[Biojava-l] equals() method for SymbolList

Keith James kdj@sanger.ac.uk
11 Oct 2002 16:47:08 +0100


>>>>> "Phillip" == Phillip Lord <p.lord@russet.org.uk> writes:

>>>>> "Matthew" == Matthew Pocock <matthew_pocock@yahoo.co.uk> writes:

    Matthew> SymbolList should be behaving like a string over its
    Matthew> symbols. It is silly if it doesn't do this. Hash codes
    Matthew> should realy be calculated in a different (but
    Matthew> sequence-dependant) way to avoid scanning the whole of
    Matthew> very large sequences just to do a hash lookup. Anyone got
    Matthew> any ideas?

    Phillip> Just make the hash out of say the first 10 elements in
    Phillip> the list.
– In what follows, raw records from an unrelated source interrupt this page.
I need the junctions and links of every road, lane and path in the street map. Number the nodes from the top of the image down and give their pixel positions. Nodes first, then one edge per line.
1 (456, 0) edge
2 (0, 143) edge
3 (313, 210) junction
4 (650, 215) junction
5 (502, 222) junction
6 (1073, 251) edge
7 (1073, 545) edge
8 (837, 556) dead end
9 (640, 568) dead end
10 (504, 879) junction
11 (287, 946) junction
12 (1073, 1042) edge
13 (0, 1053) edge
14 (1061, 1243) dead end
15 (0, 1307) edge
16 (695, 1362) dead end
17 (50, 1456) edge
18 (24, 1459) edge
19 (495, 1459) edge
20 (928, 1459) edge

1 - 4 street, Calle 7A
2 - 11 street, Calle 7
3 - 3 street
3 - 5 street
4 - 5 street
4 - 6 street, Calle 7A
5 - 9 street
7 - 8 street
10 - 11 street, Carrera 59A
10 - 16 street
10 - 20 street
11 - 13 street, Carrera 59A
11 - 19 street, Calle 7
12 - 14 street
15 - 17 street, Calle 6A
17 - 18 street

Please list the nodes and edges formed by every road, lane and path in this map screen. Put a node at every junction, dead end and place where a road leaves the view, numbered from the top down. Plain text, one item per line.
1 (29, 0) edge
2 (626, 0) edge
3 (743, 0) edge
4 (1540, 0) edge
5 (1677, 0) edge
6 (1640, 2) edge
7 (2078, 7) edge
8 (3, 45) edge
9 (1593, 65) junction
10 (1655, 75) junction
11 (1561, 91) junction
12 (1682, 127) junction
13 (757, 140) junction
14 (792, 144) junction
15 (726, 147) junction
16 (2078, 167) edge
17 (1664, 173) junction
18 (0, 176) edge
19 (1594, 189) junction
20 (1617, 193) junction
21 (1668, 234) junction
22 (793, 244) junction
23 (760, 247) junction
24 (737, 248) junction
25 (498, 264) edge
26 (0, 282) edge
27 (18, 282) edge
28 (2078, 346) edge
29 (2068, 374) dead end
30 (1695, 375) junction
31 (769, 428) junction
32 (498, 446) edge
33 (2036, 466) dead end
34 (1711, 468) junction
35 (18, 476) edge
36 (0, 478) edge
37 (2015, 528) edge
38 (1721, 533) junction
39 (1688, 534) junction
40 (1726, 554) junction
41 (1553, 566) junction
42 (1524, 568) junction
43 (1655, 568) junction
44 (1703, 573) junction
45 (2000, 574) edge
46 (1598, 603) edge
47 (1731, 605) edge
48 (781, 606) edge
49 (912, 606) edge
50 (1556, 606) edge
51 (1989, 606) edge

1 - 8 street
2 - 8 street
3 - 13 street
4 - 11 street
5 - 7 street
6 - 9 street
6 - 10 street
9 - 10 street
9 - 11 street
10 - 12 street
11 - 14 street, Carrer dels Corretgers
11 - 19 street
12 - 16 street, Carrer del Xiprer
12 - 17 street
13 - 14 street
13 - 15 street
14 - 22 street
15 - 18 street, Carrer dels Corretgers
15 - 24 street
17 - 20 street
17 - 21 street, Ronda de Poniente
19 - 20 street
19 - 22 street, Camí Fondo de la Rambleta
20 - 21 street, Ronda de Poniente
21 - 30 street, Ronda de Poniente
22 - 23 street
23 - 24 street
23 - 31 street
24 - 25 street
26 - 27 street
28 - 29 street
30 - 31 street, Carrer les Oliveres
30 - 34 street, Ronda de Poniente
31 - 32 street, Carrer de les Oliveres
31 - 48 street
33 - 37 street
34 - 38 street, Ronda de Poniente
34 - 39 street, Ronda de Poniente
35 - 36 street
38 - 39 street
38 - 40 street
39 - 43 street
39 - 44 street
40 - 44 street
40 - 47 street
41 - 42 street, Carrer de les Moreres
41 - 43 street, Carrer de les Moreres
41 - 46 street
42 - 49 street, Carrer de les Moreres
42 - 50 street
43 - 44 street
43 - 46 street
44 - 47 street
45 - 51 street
The hashcode is not meant to be unique for all
    Phillip> sequences, it's just a performance enhancement. So long
    Phillip> as equals returns false for different sequences, then
    Phillip> there is no problem.

in a similar vein, the array sampling techniques at

http://www273.pair.com/med/columns/Durable6.html

would work, but equals would get called more often for sequences with
similar base composition. How about first 10 and then add in values
for just the indices that are powers of two?

Keith

-- 

- Keith James <kdj@sanger.ac.uk> bioinformatics programming support -
- Pathogen Sequencing Unit, The Wellcome Trust Sanger Institute, UK -